С мельницы я возвращался вечером, сады грустили в тихом полусвете осенней зари, на дальнем минарете пел муэдзин, и его молитвенный призыв долго слышался мне по дороге. Я позабыл о Матвее Семеновиче, но, когда сдавал велосипед в мастерскую, хозяин сказал мне:
— Записывайтесь на рассрочку. Английские велосипеды фирмы БАС, марки «Три ружья», новые, под пломбами, продажа с гарантией и в рассрочку на полгода.

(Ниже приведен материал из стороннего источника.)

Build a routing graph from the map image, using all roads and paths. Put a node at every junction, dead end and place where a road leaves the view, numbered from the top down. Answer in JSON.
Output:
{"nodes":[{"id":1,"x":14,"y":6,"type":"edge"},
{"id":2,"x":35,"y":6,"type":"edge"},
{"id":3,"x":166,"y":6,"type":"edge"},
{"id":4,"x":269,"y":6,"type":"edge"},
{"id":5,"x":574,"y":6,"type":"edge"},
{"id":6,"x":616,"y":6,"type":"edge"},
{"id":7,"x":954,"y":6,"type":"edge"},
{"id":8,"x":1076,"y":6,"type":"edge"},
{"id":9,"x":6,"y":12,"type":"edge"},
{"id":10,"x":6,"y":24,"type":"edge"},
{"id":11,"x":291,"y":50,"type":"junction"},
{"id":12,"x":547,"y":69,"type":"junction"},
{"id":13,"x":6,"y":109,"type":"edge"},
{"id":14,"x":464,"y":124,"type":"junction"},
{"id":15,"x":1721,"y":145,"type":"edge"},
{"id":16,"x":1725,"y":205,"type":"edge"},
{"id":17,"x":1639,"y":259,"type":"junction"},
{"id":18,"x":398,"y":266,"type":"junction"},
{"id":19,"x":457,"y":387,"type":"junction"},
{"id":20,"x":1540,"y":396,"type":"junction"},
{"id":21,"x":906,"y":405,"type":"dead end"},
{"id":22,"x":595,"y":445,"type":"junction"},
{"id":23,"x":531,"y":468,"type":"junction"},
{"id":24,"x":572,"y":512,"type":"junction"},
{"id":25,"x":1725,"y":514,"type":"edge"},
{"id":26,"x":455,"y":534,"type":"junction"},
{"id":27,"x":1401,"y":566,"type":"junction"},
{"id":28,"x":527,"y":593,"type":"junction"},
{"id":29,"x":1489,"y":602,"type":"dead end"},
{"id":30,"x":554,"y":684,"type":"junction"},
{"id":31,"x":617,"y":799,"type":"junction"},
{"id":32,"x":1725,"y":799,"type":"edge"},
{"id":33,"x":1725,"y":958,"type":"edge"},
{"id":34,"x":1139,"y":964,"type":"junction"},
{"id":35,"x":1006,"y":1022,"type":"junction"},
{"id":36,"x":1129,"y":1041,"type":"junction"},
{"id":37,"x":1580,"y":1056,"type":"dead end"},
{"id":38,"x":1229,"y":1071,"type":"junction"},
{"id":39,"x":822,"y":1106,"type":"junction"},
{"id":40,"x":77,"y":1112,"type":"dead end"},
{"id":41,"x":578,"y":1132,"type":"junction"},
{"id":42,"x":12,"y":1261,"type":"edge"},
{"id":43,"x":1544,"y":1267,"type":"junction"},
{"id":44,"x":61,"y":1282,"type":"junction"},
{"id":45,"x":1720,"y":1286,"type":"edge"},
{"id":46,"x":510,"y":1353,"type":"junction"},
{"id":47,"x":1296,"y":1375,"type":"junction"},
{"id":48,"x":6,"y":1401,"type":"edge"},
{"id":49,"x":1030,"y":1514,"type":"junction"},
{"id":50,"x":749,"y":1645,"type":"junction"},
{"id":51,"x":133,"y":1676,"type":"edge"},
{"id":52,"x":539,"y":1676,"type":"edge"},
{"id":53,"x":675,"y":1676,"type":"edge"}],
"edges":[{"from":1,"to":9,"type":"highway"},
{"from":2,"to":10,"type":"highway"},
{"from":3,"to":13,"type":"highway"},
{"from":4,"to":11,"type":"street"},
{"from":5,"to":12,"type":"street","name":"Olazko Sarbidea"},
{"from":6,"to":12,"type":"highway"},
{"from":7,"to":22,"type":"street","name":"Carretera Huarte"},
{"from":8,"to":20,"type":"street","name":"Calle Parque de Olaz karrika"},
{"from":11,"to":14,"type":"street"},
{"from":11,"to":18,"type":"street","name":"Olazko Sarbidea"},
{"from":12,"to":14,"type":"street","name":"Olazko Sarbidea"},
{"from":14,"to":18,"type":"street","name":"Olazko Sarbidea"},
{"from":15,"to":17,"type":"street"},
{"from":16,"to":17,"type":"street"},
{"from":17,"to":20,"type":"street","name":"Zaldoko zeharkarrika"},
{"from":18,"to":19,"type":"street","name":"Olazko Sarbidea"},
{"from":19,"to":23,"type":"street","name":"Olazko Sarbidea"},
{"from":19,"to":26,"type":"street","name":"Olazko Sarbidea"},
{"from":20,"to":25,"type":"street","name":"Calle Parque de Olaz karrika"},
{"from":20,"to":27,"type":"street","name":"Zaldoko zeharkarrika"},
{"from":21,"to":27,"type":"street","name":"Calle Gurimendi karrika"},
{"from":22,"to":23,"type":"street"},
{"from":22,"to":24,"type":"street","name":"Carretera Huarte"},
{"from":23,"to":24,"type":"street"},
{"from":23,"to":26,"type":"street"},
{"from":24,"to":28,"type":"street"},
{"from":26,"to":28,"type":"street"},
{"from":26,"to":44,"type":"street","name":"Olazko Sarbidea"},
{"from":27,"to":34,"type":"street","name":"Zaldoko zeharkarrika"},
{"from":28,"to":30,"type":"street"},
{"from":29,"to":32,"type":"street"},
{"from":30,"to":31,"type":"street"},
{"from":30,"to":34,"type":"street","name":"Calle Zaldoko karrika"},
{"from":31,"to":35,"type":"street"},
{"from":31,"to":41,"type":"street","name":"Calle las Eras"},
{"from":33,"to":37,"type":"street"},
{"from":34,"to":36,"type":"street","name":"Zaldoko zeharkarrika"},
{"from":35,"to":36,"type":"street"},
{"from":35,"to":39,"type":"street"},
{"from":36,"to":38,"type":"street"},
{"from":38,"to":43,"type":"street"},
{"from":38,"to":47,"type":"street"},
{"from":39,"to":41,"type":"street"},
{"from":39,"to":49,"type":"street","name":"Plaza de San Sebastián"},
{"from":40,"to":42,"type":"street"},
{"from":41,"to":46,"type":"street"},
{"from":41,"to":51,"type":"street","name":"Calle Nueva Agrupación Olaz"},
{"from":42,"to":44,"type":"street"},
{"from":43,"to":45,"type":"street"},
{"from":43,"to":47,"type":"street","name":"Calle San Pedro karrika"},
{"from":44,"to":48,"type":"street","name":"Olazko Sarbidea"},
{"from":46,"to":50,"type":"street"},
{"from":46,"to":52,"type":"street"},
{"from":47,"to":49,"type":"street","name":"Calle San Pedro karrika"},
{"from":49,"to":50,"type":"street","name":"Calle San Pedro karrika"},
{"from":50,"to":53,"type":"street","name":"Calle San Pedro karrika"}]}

Всего шесть штук, я говорил, что десятка полтора надо выписать, но Матвей Семенович выписал только шесть.
— Почему же Матвей Семенович, а не вы?
— Так ведь он хозяин, а я так, для вида.
Здесь, в городе, велосипедные мастерские, там, в селениях, мельницы! И всюду подставные люди, для отвода глаз! Поистине загребущие руки старика протягивались дальше, чем можно было подумать. Я окончательно убедился, что галантерейный магазин «Триумф изящества» и представительство от фирмы Л. Штейна — это все только маскировка, прикрытие, а настоящие свои дела старик вершит в подполье. И, может быть, кондитерская «Матильда» напротив, где кокетливая хорошенькая официантка Женя подает такой душистый вкусный шоколад, тоже принадлежит на самом деле старику, а вовсе не полной белокурой мадам Стивинской, выдающей себя за хозяйку, и буфет пучеглазого толстого Джохадзе в городском саду — это в действительности буфет Матвея Семеновича, и кабаре «Неаполь» тоже его, и вообще всей городской торговлей незримо владеет он, новый маркиз Карабас… Мир стал призрачно двоиться в моих глазах — за каждой физиономией любого продавца кваса, любого шашлычника мне чудился Матвей Семенович, его красные слезящиеся веки, его впалый, беззубый рот с тонкими, серыми, вечно жующими губами… Да это еще пустяки — обычная торговля, на этом можно поживиться только за счет сокрытия доходов. Я был уверен, что старик ведет и другие многотайные дела и, возможно, причастен
к недавнему ограблению сберегательной кассы в старом городе. Что это за дюжий молодчик приходил к нему в прошлый четверг и почему старик не посмел отказать молодчику в деньгах, дал на пропой двенадцать червонцев? А?.. Над этим стоило задуматься, здесь пахло Конан-Дойлем, старик, пересозданный моим воображением, превратился в таинственную, зловещую фигуру.
Между тем пролетела неделя, в очередной четверг, после закрытия торговли, старик опять пожаловал в магазин — ему все-таки хотелось самолично снять и проверить остатки. И опять в разгар нашей работы загудела дверь под могучими ударами кулака: явился курчавый молодчик с вывороченными губами.
Сколько червонцев дал ему старик на этот раз, не знаю, но, когда молодчик победоносно удалился и я вышел из своей комнаты в магазин, старик сказал слабым, угасающим голосом:
— Если так давать каждую неделю, что же останется мне?
«Ну, положим, тебе останется, очень даже останется»,— подумал я.
Заканчивать работу по снятию остатков мне пришлось опять одному.
Послепраздничные дни — суббота и воскресенье — считались у нас в магазине богатыми днями. В изобилии шел покупатель, вернее — покупательница, потому что сильный пол проявлял к произведениям галантерейной промышленности полнейшее равнодушие, так же, впрочем, как и к произведениям кондитерского искусства мадам Стивинской напротив, предпочитая всему на свете буфет пучеглазого Джохадзе в городском саду: там под видом чая подавали в чайниках подкрашенный самогон, и уже к полудню из садика при буфете неслись удалые песни.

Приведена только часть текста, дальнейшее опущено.